» **What is expected**
Restate, exactly as written, the entries below from the line that holds "thumb tip: (351, 326)" through the line that holds "thumb tip: (594, 402)". Pictures are not part of the copy.

» **Dataset entries**
____________

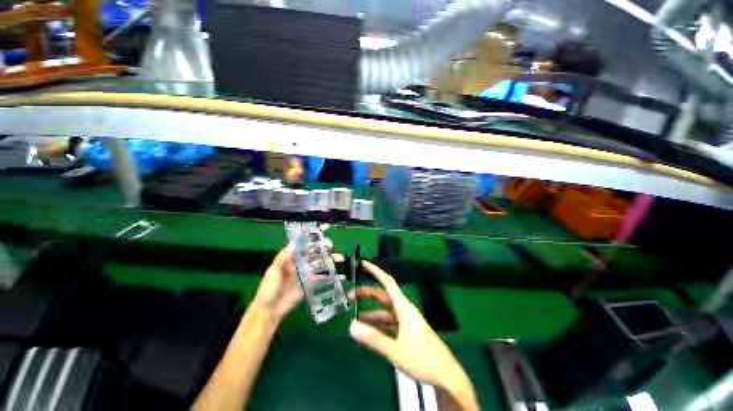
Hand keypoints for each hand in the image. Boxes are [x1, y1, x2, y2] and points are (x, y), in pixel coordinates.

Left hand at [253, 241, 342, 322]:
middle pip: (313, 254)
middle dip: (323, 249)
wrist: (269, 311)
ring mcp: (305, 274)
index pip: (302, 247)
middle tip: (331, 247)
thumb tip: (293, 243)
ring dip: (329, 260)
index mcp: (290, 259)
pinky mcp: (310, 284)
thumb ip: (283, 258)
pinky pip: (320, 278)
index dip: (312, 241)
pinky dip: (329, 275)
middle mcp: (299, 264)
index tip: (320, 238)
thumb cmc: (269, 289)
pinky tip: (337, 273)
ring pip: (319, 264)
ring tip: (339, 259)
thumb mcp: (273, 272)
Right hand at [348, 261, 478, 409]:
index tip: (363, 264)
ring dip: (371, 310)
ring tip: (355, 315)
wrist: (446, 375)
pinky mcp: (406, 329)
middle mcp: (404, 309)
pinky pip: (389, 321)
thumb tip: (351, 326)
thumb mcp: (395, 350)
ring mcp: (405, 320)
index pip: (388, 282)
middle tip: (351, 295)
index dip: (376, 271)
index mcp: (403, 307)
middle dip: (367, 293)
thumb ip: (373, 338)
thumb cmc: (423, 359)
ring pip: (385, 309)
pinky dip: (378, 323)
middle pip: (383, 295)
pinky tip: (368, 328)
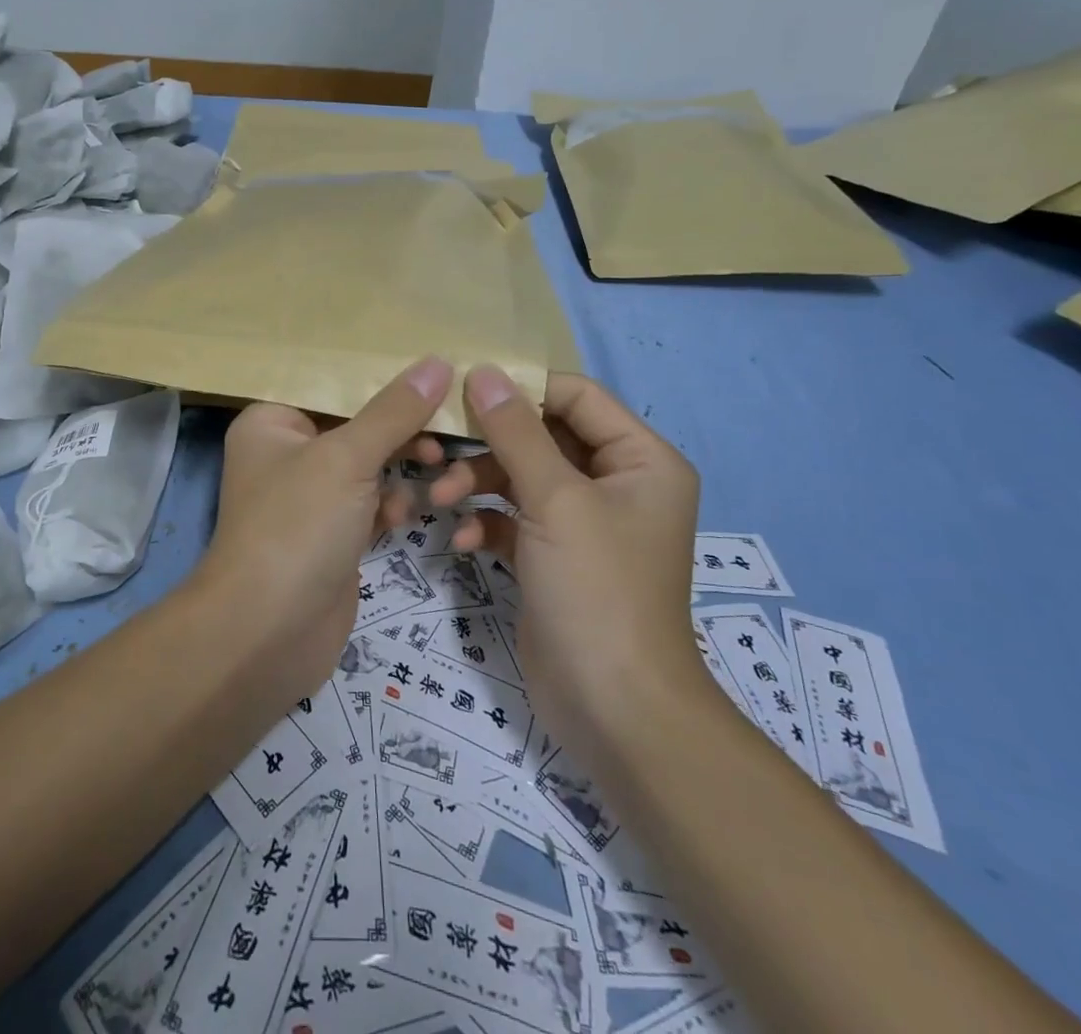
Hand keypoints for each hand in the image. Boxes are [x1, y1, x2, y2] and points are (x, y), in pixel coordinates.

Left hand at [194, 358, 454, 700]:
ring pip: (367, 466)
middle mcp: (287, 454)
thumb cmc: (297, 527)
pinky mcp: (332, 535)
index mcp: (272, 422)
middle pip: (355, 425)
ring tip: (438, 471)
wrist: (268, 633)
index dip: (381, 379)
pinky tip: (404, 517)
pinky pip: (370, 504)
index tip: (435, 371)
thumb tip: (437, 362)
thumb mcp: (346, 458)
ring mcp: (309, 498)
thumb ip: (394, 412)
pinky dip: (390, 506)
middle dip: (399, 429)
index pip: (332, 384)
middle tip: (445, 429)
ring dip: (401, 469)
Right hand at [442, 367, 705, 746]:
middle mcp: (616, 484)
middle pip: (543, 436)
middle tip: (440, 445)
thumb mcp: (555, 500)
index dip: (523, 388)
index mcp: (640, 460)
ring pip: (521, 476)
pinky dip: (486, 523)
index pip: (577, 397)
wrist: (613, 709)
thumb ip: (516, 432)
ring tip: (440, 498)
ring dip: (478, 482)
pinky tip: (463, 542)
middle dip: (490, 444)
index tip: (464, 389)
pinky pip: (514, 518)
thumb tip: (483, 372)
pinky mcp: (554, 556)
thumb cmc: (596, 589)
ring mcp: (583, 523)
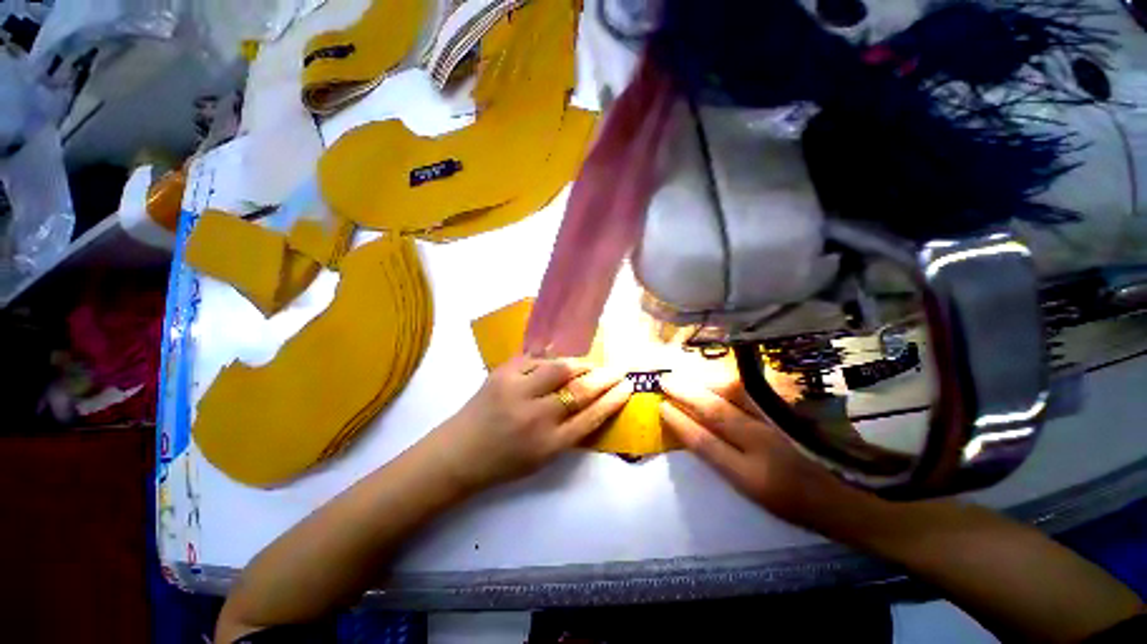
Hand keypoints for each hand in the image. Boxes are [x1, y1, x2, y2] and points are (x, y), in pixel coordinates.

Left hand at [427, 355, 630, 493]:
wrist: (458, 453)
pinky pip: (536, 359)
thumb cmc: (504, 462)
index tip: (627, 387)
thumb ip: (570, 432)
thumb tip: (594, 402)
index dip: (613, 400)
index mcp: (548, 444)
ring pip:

____________

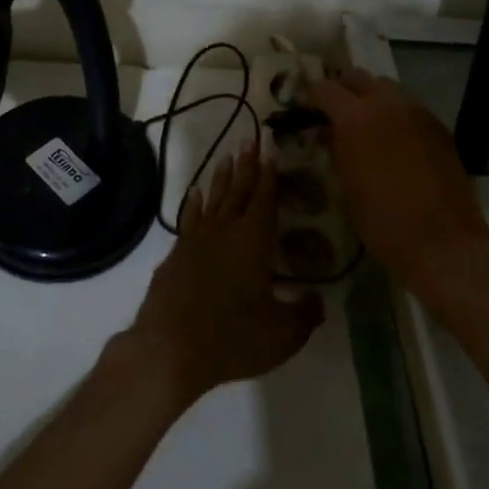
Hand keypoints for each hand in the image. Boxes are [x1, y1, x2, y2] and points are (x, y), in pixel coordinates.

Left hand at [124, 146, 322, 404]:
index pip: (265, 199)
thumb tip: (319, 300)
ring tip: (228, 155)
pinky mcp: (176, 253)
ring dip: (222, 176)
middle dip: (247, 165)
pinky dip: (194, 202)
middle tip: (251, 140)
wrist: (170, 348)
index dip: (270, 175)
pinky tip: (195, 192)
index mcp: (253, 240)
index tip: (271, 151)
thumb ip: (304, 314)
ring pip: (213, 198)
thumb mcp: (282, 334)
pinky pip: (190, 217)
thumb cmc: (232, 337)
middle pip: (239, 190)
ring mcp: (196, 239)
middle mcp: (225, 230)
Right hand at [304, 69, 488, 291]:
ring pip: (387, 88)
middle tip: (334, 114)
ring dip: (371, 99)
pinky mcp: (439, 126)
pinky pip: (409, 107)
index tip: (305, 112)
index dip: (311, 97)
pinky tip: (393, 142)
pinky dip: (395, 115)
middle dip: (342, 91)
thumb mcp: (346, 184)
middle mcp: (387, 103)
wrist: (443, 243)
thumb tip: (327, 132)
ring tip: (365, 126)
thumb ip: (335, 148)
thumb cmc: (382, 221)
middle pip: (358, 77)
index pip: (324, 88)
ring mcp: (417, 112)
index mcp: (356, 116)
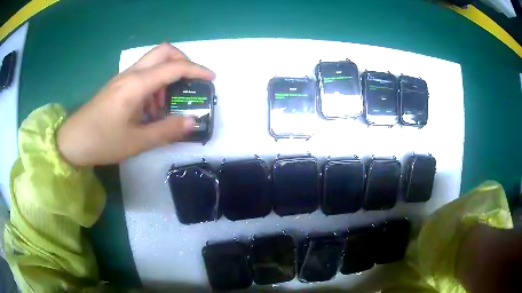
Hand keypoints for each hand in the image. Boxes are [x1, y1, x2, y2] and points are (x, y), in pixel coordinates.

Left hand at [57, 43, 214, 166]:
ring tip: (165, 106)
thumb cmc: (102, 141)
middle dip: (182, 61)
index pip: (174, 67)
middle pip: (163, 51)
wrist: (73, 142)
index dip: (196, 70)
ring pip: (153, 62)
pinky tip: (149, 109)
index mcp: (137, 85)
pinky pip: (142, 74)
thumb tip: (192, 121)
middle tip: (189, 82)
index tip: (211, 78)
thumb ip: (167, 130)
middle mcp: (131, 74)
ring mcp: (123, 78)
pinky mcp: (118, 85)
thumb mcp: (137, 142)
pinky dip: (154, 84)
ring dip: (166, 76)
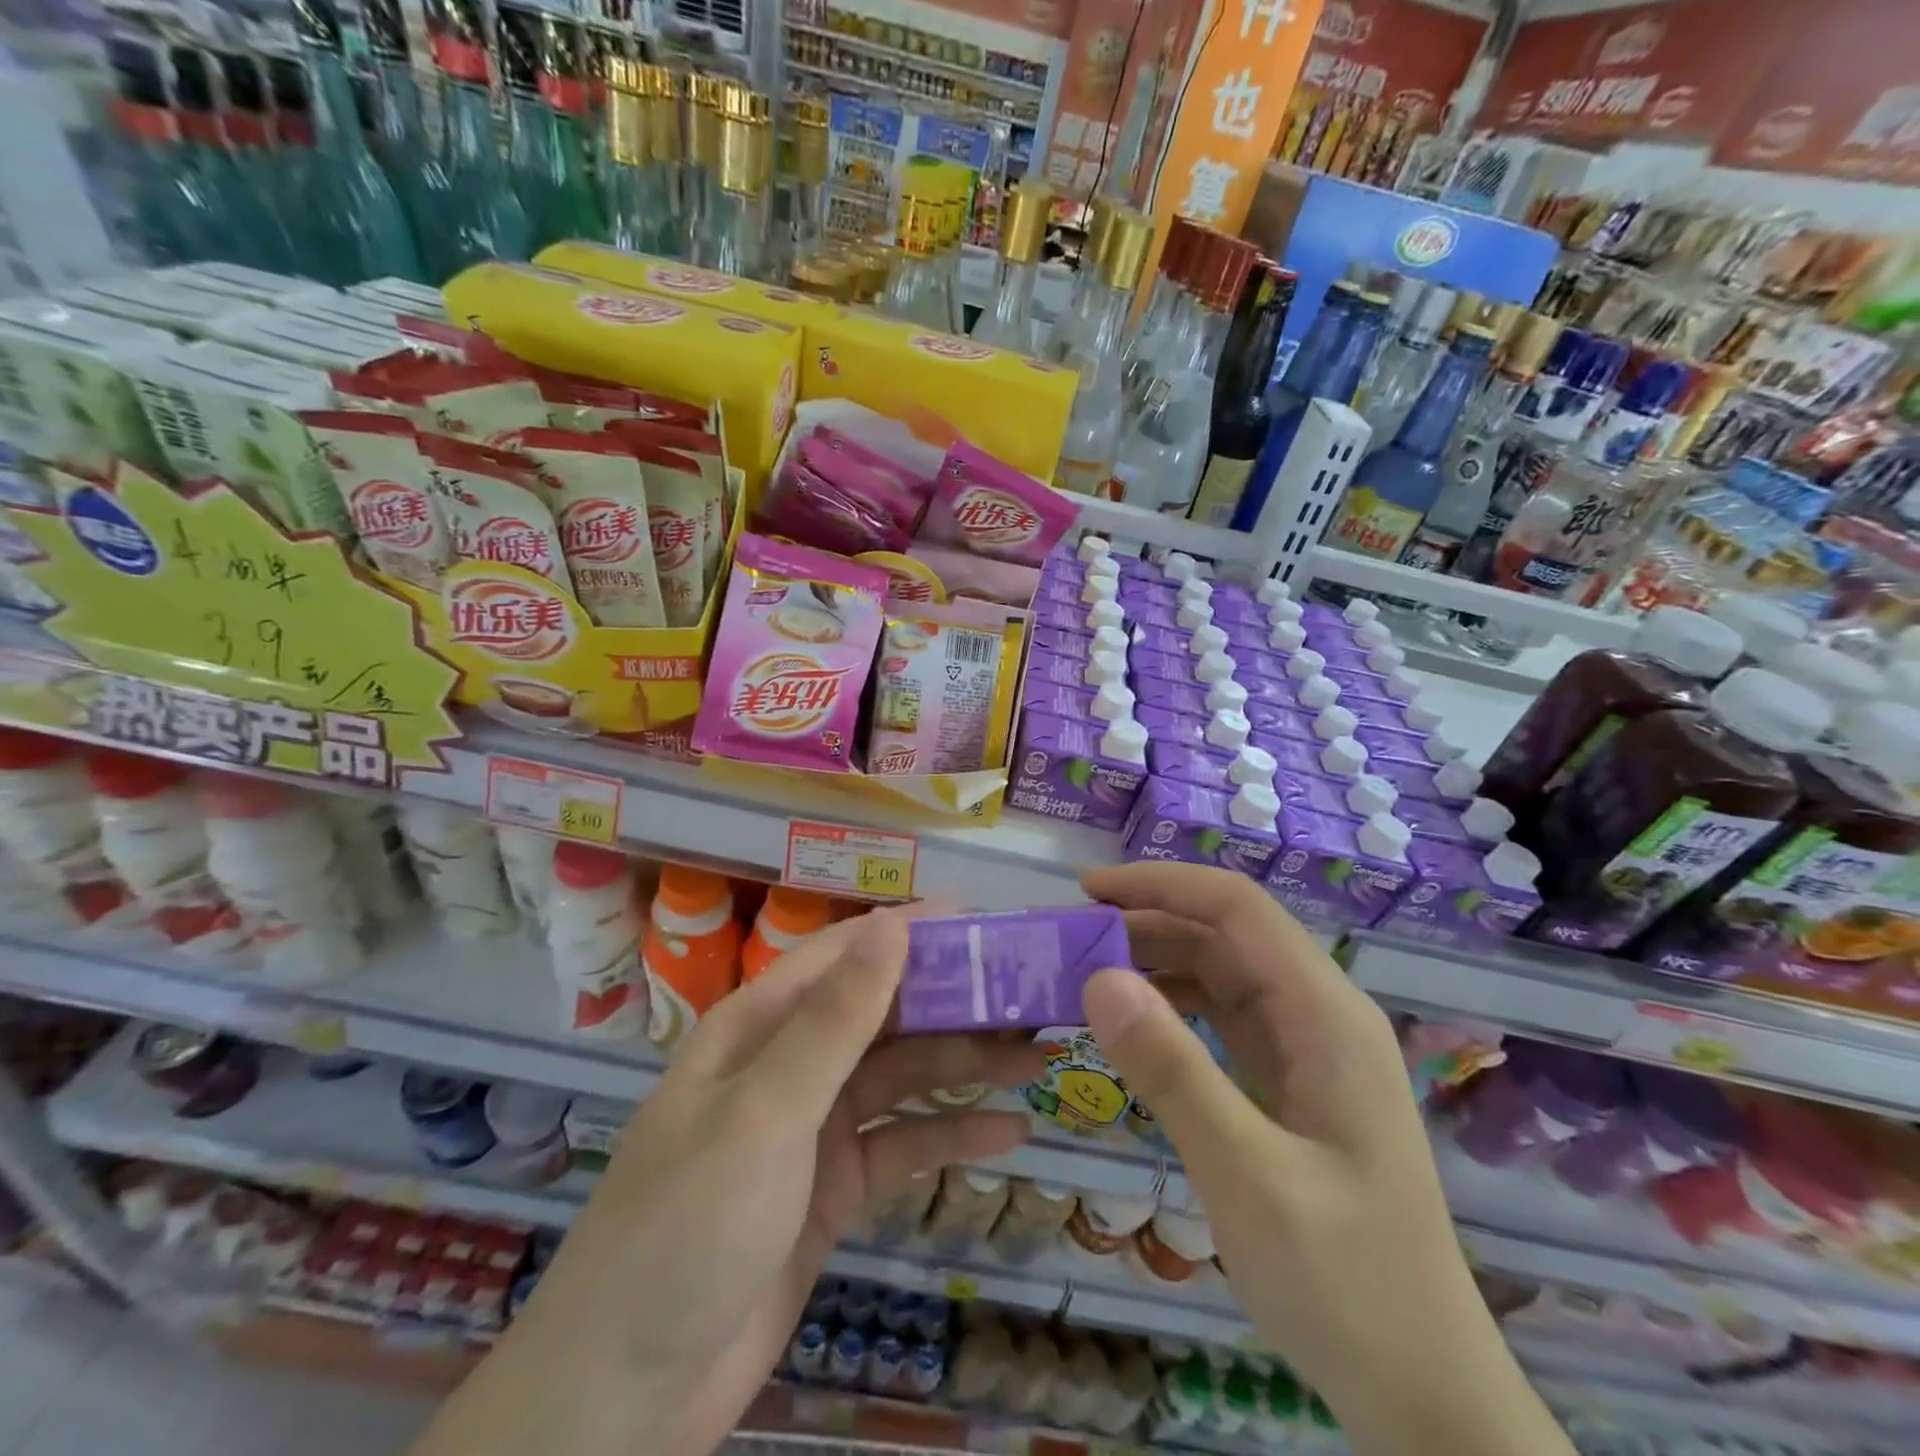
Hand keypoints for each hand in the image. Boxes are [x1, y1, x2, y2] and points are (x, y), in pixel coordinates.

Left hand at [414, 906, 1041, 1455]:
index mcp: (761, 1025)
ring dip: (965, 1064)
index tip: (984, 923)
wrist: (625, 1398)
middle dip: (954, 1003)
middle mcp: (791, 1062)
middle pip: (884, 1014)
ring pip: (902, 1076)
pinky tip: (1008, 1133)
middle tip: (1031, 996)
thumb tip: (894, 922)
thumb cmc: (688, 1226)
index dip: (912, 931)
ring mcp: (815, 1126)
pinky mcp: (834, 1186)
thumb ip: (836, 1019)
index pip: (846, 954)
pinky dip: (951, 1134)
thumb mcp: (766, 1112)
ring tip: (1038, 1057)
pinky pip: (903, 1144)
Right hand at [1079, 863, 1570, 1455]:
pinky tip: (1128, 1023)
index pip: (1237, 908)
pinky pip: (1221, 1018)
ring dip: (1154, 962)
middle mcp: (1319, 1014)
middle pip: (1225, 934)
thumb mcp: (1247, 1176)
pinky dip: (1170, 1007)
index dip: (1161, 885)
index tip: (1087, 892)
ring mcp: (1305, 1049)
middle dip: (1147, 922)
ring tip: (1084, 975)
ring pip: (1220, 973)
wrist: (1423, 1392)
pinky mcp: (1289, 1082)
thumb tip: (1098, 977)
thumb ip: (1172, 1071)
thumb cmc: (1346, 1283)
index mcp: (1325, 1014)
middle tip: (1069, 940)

____________

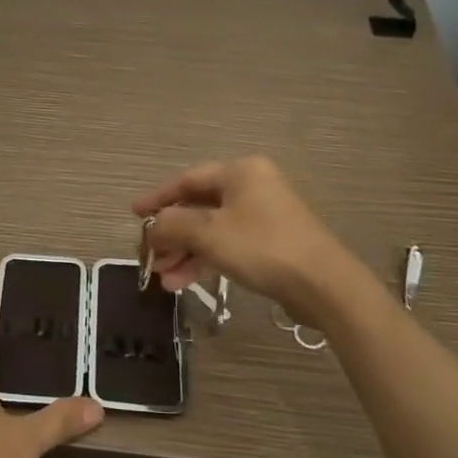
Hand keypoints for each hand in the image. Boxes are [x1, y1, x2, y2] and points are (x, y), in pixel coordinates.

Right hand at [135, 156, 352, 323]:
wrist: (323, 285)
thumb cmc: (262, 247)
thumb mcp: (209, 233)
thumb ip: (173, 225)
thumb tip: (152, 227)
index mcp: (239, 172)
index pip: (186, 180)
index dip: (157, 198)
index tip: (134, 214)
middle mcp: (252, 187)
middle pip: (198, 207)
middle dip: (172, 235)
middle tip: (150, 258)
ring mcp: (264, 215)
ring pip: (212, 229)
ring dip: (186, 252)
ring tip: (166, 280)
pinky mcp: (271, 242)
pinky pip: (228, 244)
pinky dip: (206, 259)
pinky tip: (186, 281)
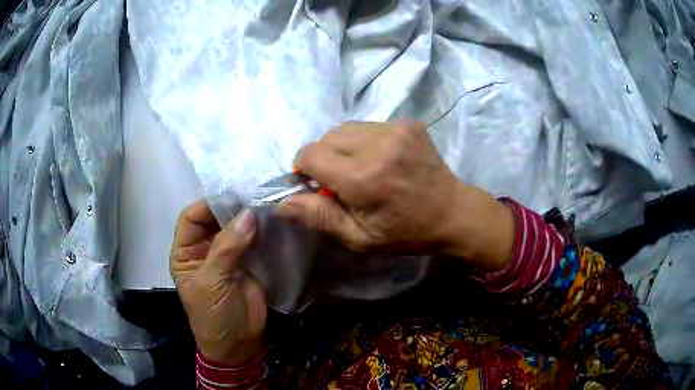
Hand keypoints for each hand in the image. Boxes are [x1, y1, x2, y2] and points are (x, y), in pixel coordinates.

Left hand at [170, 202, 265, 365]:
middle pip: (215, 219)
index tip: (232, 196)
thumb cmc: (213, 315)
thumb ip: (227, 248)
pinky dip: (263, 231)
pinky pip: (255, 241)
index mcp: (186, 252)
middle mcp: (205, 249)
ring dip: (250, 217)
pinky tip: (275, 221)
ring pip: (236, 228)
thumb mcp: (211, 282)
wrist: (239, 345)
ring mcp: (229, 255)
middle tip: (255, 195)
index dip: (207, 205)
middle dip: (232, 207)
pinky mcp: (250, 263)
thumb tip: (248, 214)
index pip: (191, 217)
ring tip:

____________

» **Response**
thumb tip: (351, 326)
thumb mcp: (395, 350)
ring mcp: (405, 320)
index pip: (388, 282)
middle tip: (351, 295)
index dip: (376, 271)
index mcp: (403, 307)
middle dip: (367, 293)
thumb ip: (373, 338)
thumb cmc: (423, 359)
ring pip: (385, 309)
pinky dip: (378, 323)
middle pip: (383, 295)
pinky tip: (368, 328)
Hand keypoints for each hand in the image. Boxes are [x1, y1, x2, y2] and points are (x, y), in pixel coordinates.

Left hand at [194, 358, 454, 700]:
ring pip: (367, 466)
middle mcp: (287, 454)
thumb cmc: (297, 527)
pinky mcp: (332, 535)
index mcp: (272, 422)
middle pip: (355, 425)
ring tip: (438, 471)
wrist: (268, 633)
index dip: (381, 379)
pinky tip: (404, 517)
pinky pip: (370, 504)
index tip: (435, 371)
thumb tip: (437, 362)
thumb mcp: (346, 458)
ring mcp: (309, 498)
thumb ip: (394, 412)
pinky dip: (390, 506)
middle dip: (399, 429)
index pip: (332, 384)
middle tip: (445, 429)
ring dip: (401, 469)
Right hand at [442, 367, 705, 746]:
middle mcp: (616, 484)
middle pip: (543, 436)
middle tip: (440, 445)
thumb mcp: (555, 500)
index dip: (523, 388)
index mcp: (640, 460)
ring pip: (521, 476)
pinky dip: (486, 523)
index pip: (577, 397)
wrist: (613, 709)
thumb ip: (516, 432)
ring tip: (440, 498)
ring dip: (478, 482)
pinky tip: (463, 542)
middle dip: (490, 444)
index tip: (464, 389)
pinky pip: (514, 518)
thumb tip: (483, 372)
pinky mcp: (554, 556)
thumb cmc: (596, 589)
ring mcp: (583, 523)
Hand keypoints for each hand in the image. Boxes are [x1, y1, x2, y2] and points are (x, y), in pixel coordinates.

Left hand at [427, 355, 630, 493]:
wrist: (458, 453)
pinky pip: (536, 359)
thumb cmc: (504, 462)
index tip: (627, 387)
thumb ip: (570, 432)
thumb tip: (594, 402)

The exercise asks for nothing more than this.